Boehner on Baltimore Cops: ‘If These Charges Are True, It’s Outrageous’

REUTERS/Sait Serkan Gurbu

House Speaker John Boehner said that relations between black communities and police have reached the level of a national crisis after six Baltimore police officers were charged with homicide in the death of of Freddie Gray. 

The 25-year-old Gray suffered a fatal spinal cord injury while in police custody, and his death sparked protests and riots last week. The officers involved were charged with murder and manslaughter. 

“Public servants should not violate the law,” Boehner said in an interview on NBC’s Meet the Press. “If these charges are true, it’s outrageous and it’s unacceptable.” 

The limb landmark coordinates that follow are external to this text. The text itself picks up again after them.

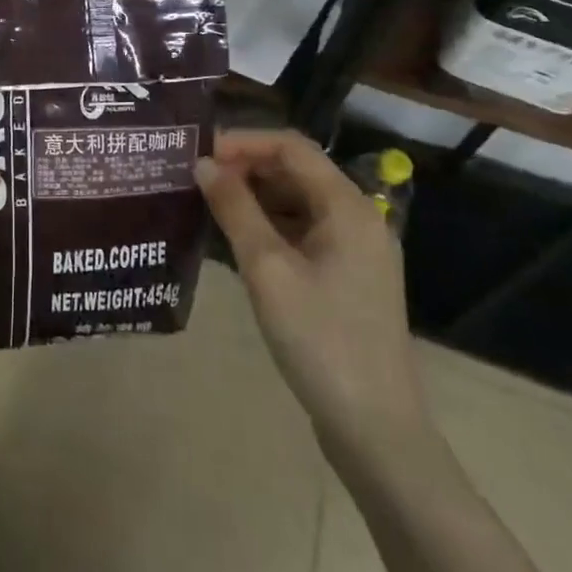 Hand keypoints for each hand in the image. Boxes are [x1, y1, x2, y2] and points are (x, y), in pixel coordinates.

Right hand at [196, 129, 429, 467]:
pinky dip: (269, 226)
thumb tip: (203, 164)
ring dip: (254, 196)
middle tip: (195, 178)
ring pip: (298, 202)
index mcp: (347, 206)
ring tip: (207, 204)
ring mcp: (355, 250)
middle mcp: (357, 218)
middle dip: (245, 168)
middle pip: (296, 171)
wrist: (376, 429)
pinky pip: (303, 232)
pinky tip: (236, 240)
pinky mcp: (346, 277)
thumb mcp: (267, 270)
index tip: (198, 153)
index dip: (242, 142)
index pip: (290, 147)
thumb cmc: (320, 340)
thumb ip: (234, 209) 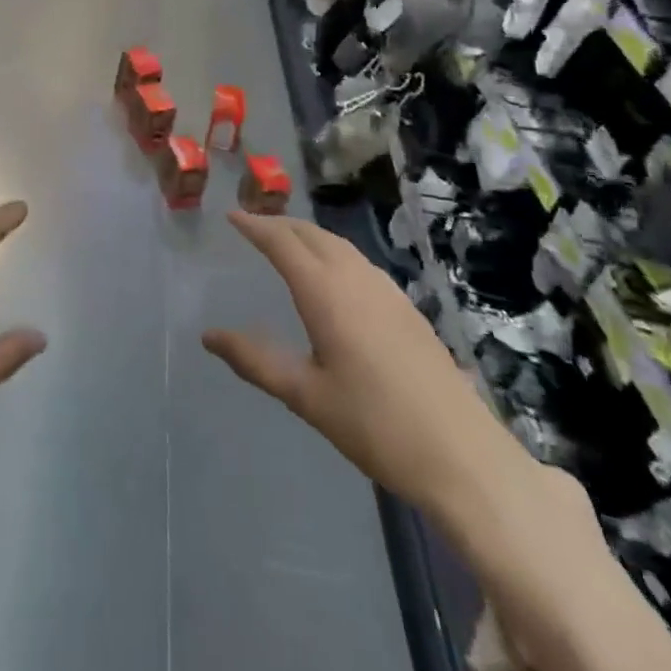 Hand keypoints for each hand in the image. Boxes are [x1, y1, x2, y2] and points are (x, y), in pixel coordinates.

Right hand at [202, 210, 524, 516]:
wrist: (462, 454)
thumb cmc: (375, 425)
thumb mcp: (307, 396)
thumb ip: (256, 361)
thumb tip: (209, 336)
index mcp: (326, 293)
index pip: (282, 243)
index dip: (255, 226)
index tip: (231, 216)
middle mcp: (356, 278)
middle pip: (312, 234)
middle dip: (280, 224)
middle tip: (253, 226)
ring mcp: (386, 290)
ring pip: (339, 244)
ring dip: (308, 235)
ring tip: (286, 243)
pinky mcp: (406, 306)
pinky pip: (359, 261)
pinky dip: (333, 252)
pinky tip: (333, 275) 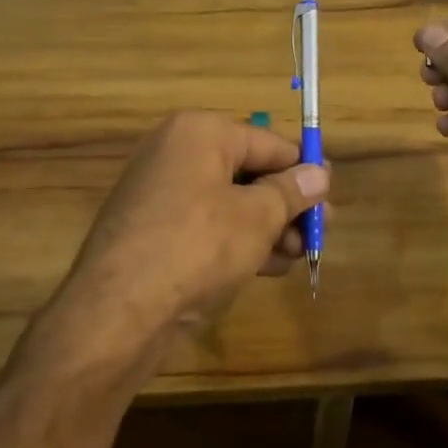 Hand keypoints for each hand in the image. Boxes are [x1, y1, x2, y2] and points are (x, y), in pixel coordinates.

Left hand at [62, 111, 328, 339]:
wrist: (117, 313)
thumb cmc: (197, 248)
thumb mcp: (257, 218)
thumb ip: (291, 192)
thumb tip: (319, 174)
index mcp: (199, 133)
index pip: (267, 142)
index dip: (303, 170)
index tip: (330, 197)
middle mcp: (176, 153)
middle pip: (248, 172)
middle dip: (287, 204)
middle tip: (318, 233)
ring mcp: (160, 194)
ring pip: (230, 202)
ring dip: (268, 227)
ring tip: (299, 255)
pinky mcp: (153, 231)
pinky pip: (208, 226)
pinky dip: (239, 241)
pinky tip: (270, 267) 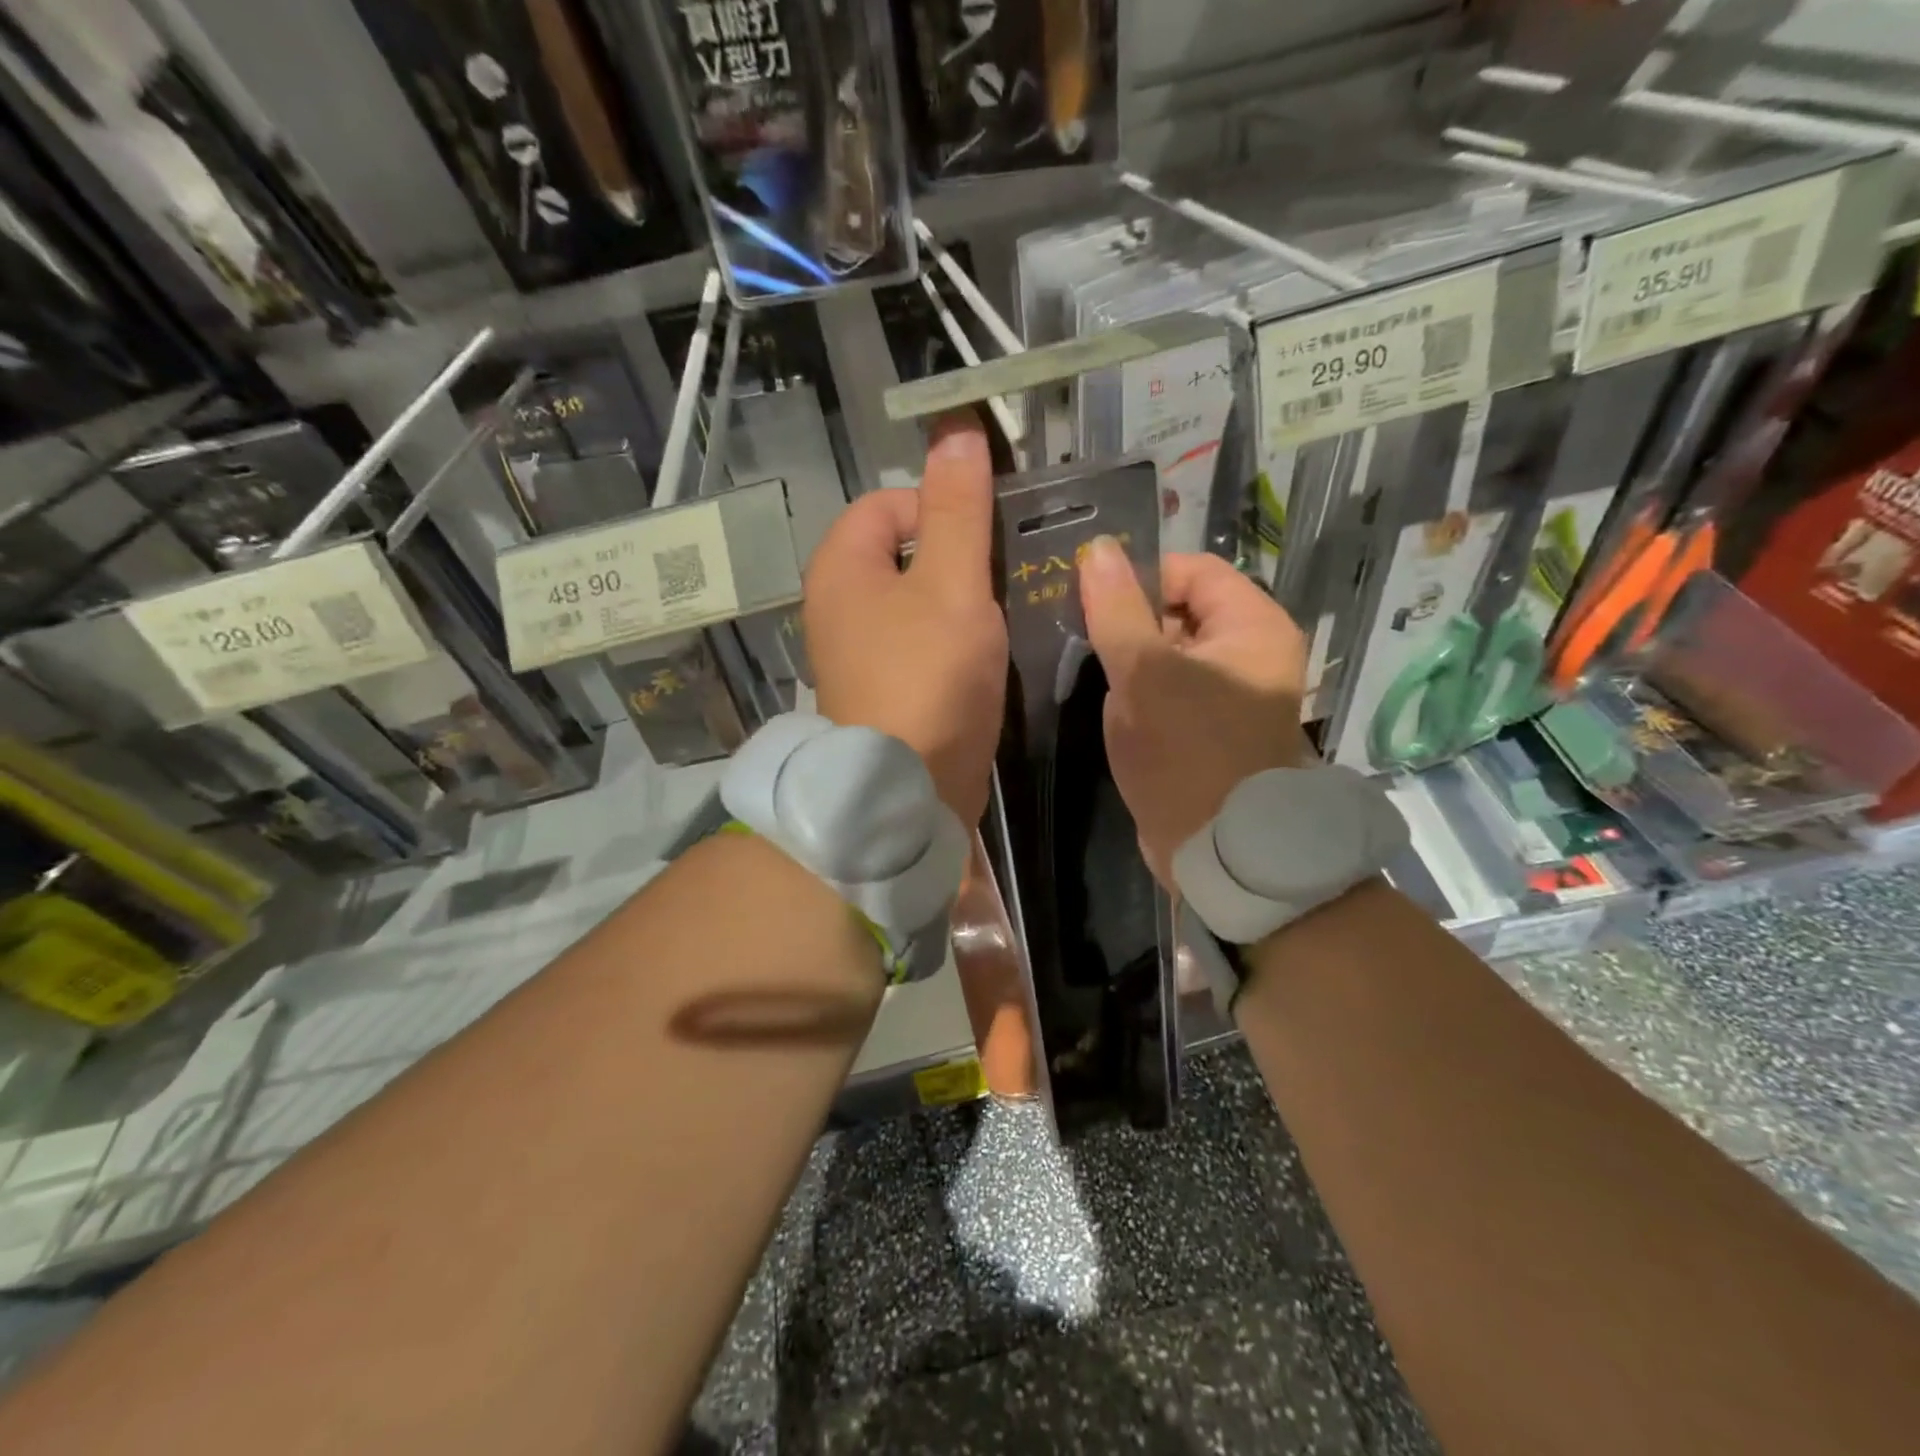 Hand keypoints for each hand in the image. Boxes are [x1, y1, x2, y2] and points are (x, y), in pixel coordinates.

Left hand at [804, 415, 1007, 827]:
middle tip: (1004, 581)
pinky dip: (951, 643)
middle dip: (957, 558)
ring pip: (916, 602)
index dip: (940, 508)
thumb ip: (957, 509)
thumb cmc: (927, 677)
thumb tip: (956, 428)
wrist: (905, 792)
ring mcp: (856, 653)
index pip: (888, 503)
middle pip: (903, 553)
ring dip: (960, 603)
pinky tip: (985, 659)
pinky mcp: (881, 691)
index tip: (987, 542)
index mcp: (841, 566)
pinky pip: (919, 645)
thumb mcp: (951, 583)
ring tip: (1003, 618)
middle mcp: (837, 605)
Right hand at [1079, 542, 1310, 884]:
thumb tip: (1098, 549)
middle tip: (1085, 642)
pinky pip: (1173, 692)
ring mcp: (1234, 695)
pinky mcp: (1213, 730)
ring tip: (1094, 676)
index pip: (1192, 571)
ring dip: (1132, 662)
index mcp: (1252, 626)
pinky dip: (1143, 694)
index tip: (1092, 603)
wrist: (1220, 854)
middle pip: (1181, 611)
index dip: (1141, 578)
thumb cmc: (1187, 752)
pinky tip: (1113, 708)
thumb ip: (1118, 609)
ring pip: (1172, 654)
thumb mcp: (1144, 674)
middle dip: (1131, 623)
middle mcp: (1252, 653) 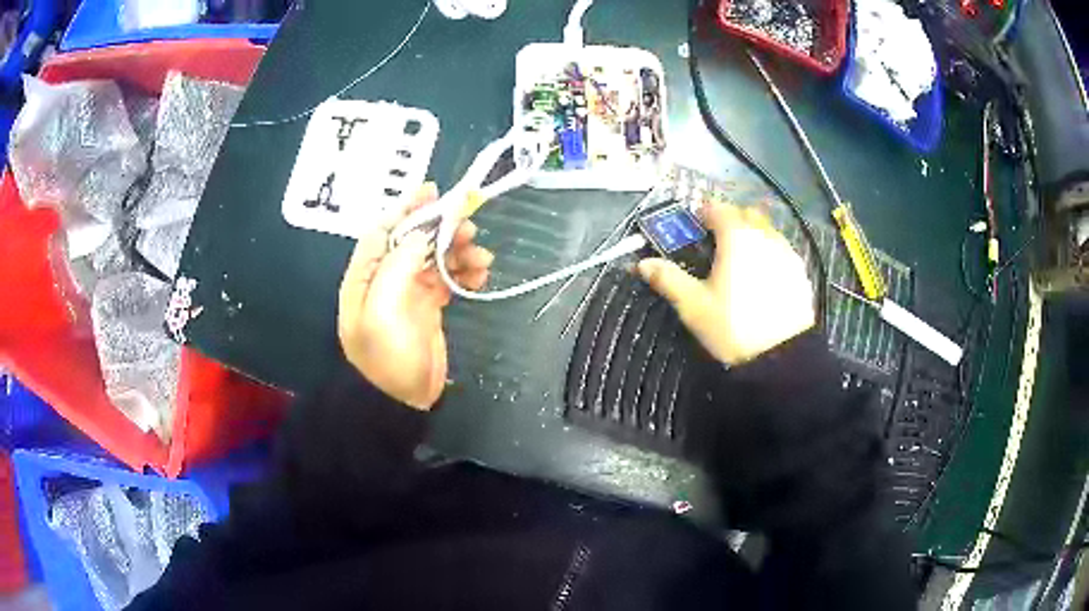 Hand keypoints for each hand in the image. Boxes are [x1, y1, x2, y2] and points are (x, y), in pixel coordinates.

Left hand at [338, 183, 493, 409]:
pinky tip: (480, 276)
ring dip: (459, 251)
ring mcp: (408, 293)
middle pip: (413, 240)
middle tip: (469, 226)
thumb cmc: (387, 357)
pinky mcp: (429, 307)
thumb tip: (419, 235)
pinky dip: (465, 273)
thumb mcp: (382, 312)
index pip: (383, 230)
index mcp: (365, 276)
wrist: (403, 402)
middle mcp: (384, 279)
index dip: (406, 209)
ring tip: (482, 257)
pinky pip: (448, 279)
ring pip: (435, 257)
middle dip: (441, 229)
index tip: (433, 193)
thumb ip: (396, 267)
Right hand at [638, 200, 814, 365]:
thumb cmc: (733, 327)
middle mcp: (765, 236)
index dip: (704, 212)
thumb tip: (642, 264)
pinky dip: (769, 253)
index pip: (719, 209)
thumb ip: (668, 279)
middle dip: (731, 220)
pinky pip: (782, 250)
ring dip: (752, 235)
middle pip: (747, 214)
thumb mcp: (694, 306)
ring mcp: (787, 253)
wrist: (782, 357)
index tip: (694, 225)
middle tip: (716, 242)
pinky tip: (763, 278)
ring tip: (741, 261)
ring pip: (767, 230)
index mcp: (737, 238)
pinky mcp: (800, 272) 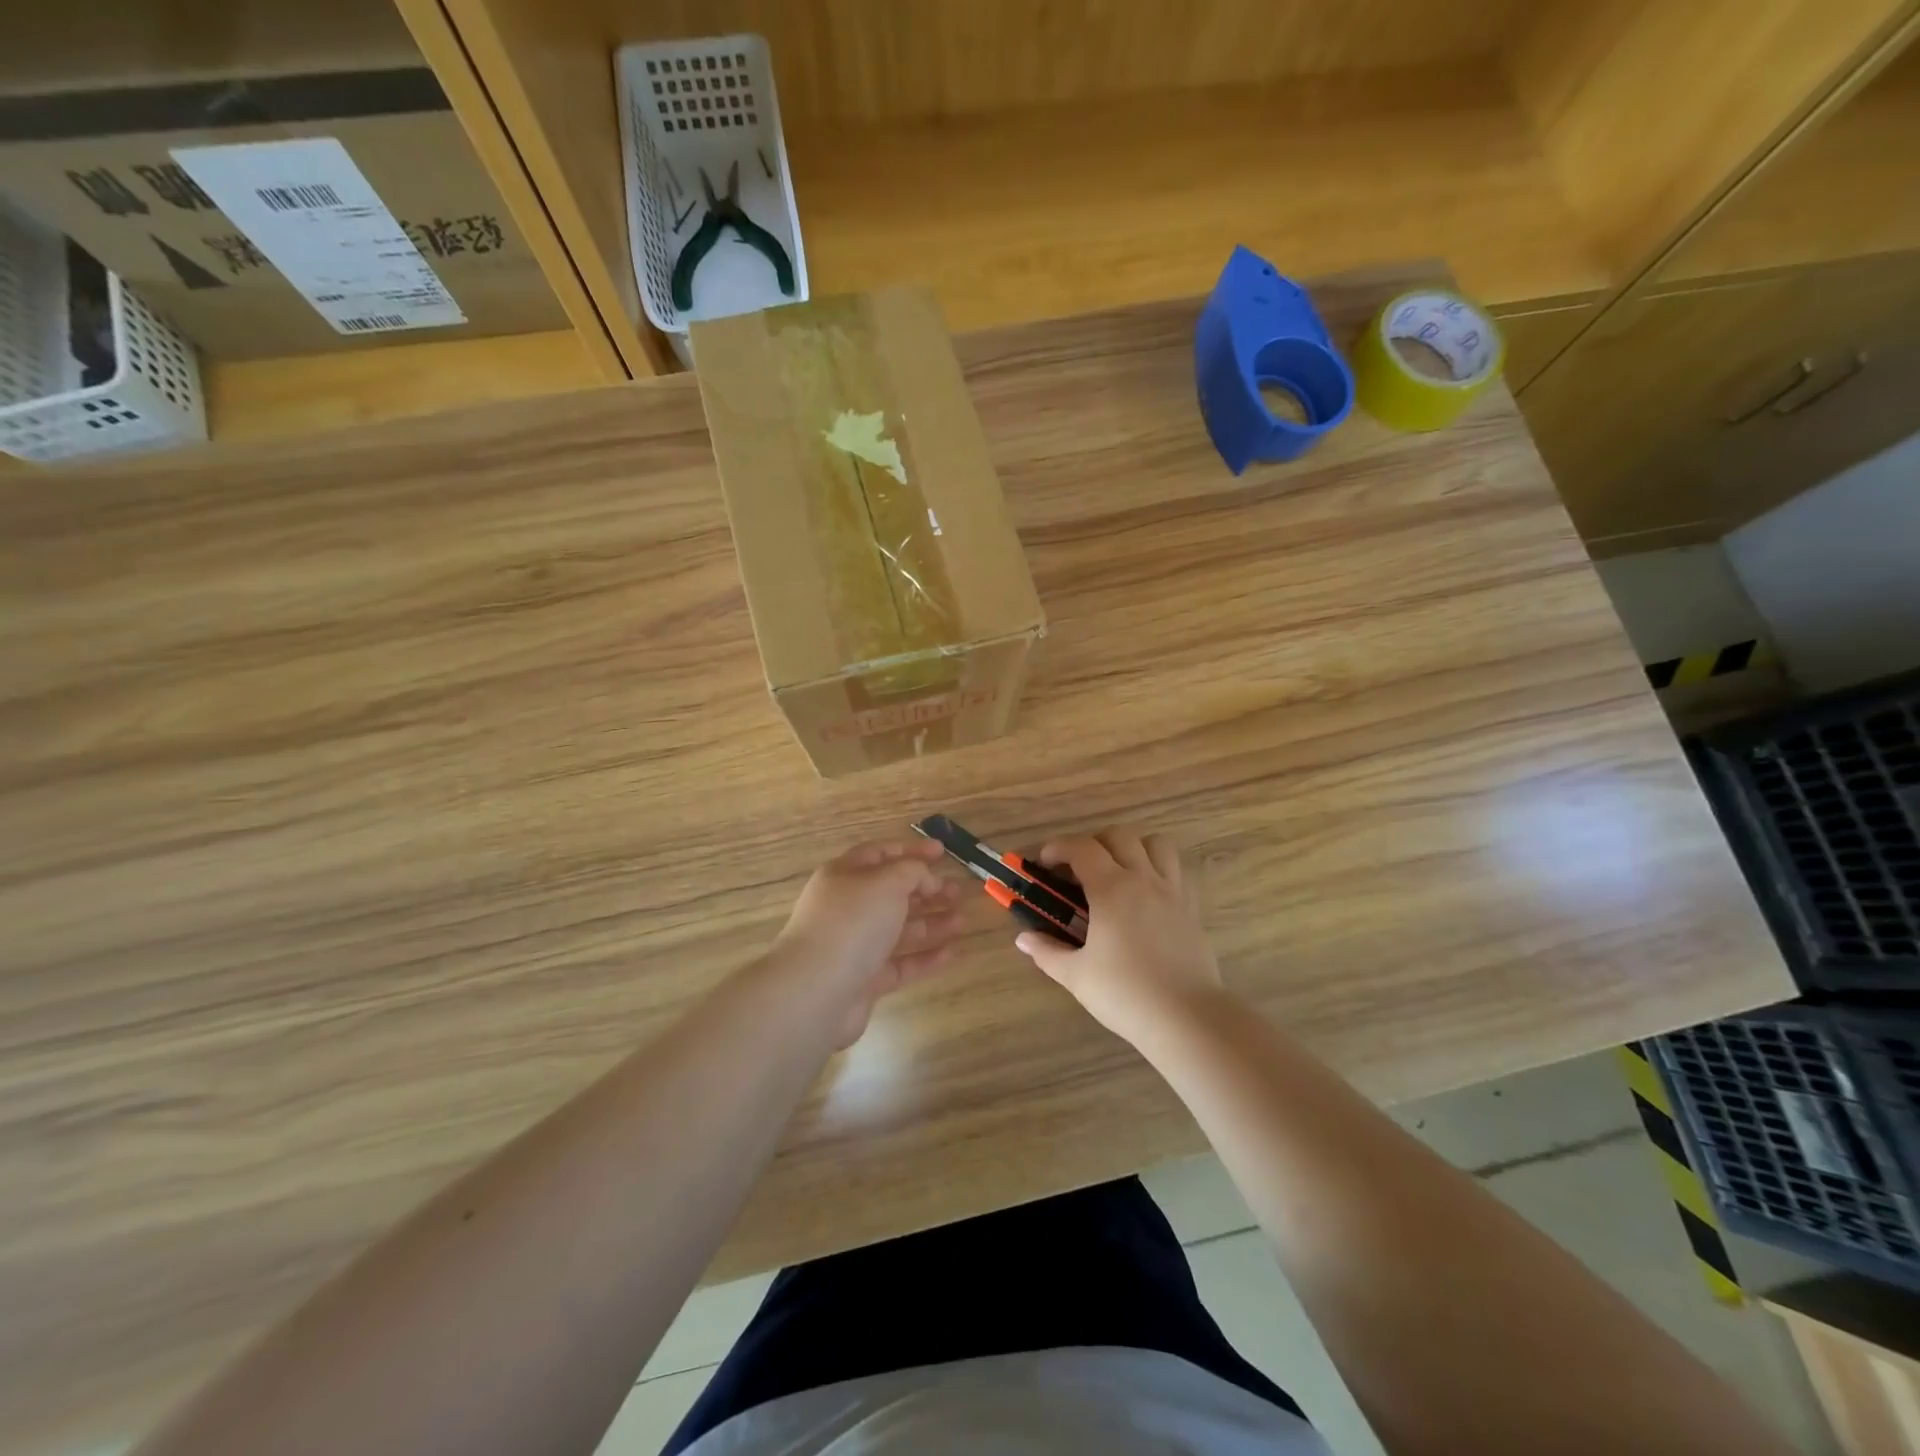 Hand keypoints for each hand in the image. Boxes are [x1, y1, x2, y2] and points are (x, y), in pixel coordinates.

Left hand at [774, 838, 963, 1045]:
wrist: (816, 991)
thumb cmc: (852, 923)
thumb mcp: (886, 882)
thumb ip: (912, 872)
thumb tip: (926, 879)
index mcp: (845, 876)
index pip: (881, 855)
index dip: (911, 851)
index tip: (942, 851)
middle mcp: (848, 908)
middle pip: (892, 893)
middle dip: (927, 890)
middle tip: (958, 891)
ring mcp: (855, 946)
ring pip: (899, 929)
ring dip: (931, 922)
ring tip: (962, 920)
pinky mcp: (865, 980)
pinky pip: (901, 963)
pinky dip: (926, 957)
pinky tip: (952, 953)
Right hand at [1013, 827, 1222, 1044]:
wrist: (1187, 1018)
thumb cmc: (1126, 994)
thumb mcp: (1076, 975)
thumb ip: (1047, 951)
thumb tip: (1024, 938)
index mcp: (1111, 889)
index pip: (1082, 848)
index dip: (1059, 848)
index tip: (1044, 864)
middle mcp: (1143, 879)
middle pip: (1120, 835)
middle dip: (1094, 843)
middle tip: (1079, 870)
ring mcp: (1173, 891)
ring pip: (1156, 844)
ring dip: (1133, 848)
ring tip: (1118, 872)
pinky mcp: (1192, 909)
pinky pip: (1177, 871)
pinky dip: (1159, 870)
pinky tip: (1146, 896) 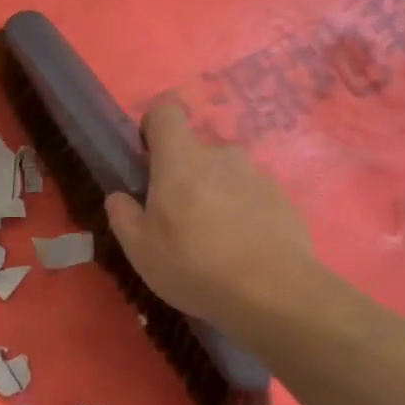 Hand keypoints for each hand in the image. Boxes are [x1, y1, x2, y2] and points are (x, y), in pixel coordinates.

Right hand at [105, 97, 316, 327]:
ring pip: (225, 175)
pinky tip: (243, 250)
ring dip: (215, 195)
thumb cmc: (194, 265)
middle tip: (178, 219)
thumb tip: (120, 196)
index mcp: (180, 158)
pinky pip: (252, 196)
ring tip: (215, 241)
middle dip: (184, 176)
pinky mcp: (283, 199)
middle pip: (195, 151)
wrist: (274, 294)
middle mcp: (221, 155)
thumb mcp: (140, 249)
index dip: (153, 126)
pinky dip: (243, 213)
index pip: (165, 110)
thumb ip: (123, 215)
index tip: (148, 158)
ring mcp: (257, 175)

Related: Of All the Solutions to Baltimore’s Woes, Just One Can Work 

Gray was the latest black man killed by police following similar incidents in Ferguson, New York City and elsewhere that have sparked a national conversation about race and police brutality. 

Gray’s death has again raised interest in providing body cameras to police officers. On Friday, the Justice Department announced that it would pursue a $20 million pilot program. Separately, President Obama proposed new funding in his 2016 budget proposal to provide police departments across the country with body cameras. 

The idea has support from lawmakers on both sides of the aisle. During the same interview, Boehner said believes federal dollars should be used to help buy body cameras for police officers as a way to reduce or prevent potentially violent or inappropriate confrontations between police and citizens. 

“We have got a lot of police grants that we already have on the books that can be used for this. Why not?” the speaker said. 

Other lawmakers, however, say that there are other ways to address the situation in Baltimore and the many problems from which it manifested. 

During an interview on CNN’s State of the Union today, Rep. Chris Van Hollen (D-MD) said Congress needs to address severe poverty plaguing cities like Baltimore. He said investing money in education and job training is essential to fighting the systemic problems apparent in impoverished neighborhoods across the country. 

"There are a whole constellation of problems here, but there are some systematic underlying problems that should be addressed by government, both at the local level, the state level, the federal level," Van Hollen said. 

He slammed the Republicans’ budget proposal for undermining programs that help poor communities, and would make conditions even “worse for places like Baltimore.” 

Related: Riots Could Leave Baltimore’s Economy Reeling for Years 

The GOP budget aims to balance the budget over the next decade by cutting about $5.3 trillion total spending — with much of that coming from entitlement programs. 

Boehner and other Republicans defend the cuts saying they cause Americans to be “dependent” on the government’s help. 

"Our government spends hundreds of billions of dollars a year on well-intentioned programs designed to help people get out of poverty. We've been doing this for decades," Boehner told reporters on Thursday. "But from what we've seen around the country, it's clear that this approach is not working."